(Saved data entries)
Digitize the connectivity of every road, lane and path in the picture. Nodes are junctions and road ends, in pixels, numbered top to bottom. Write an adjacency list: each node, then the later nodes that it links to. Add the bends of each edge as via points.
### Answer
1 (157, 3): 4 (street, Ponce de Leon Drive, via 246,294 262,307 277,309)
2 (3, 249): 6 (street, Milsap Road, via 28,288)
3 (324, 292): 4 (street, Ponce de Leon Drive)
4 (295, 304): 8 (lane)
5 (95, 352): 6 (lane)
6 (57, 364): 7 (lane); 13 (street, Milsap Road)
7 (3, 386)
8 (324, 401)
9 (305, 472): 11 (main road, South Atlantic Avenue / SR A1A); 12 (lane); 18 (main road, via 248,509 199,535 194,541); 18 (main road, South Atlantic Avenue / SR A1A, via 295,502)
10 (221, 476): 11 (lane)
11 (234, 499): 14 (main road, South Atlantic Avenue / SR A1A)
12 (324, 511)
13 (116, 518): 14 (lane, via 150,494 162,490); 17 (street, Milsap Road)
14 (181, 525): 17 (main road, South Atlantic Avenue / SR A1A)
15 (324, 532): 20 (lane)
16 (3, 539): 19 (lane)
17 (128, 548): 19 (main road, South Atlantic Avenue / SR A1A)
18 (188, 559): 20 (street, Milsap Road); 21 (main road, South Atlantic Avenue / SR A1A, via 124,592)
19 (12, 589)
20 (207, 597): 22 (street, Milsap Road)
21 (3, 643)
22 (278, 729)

Description of the task → All lines of the data are to be repeated exactly as they stand.

Result →
Digitize the connectivity of every road, lane and path in the picture. Nodes are junctions and road ends, in pixels, numbered top to bottom. Write an adjacency list: each node, then the later nodes that it links to. Add the bends of each edge as via points.
### Answer
1 (157, 3): 4 (street, Ponce de Leon Drive, via 246,294 262,307 277,309)
2 (3, 249): 6 (street, Milsap Road, via 28,288)
3 (324, 292): 4 (street, Ponce de Leon Drive)
4 (295, 304): 8 (lane)
5 (95, 352): 6 (lane)
6 (57, 364): 7 (lane); 13 (street, Milsap Road)
7 (3, 386)
8 (324, 401)
9 (305, 472): 11 (main road, South Atlantic Avenue / SR A1A); 12 (lane); 18 (main road, via 248,509 199,535 194,541); 18 (main road, South Atlantic Avenue / SR A1A, via 295,502)
10 (221, 476): 11 (lane)
11 (234, 499): 14 (main road, South Atlantic Avenue / SR A1A)
12 (324, 511)
13 (116, 518): 14 (lane, via 150,494 162,490); 17 (street, Milsap Road)
14 (181, 525): 17 (main road, South Atlantic Avenue / SR A1A)
15 (324, 532): 20 (lane)
16 (3, 539): 19 (lane)
17 (128, 548): 19 (main road, South Atlantic Avenue / SR A1A)
18 (188, 559): 20 (street, Milsap Road); 21 (main road, South Atlantic Avenue / SR A1A, via 124,592)
19 (12, 589)
20 (207, 597): 22 (street, Milsap Road)
21 (3, 643)
22 (278, 729)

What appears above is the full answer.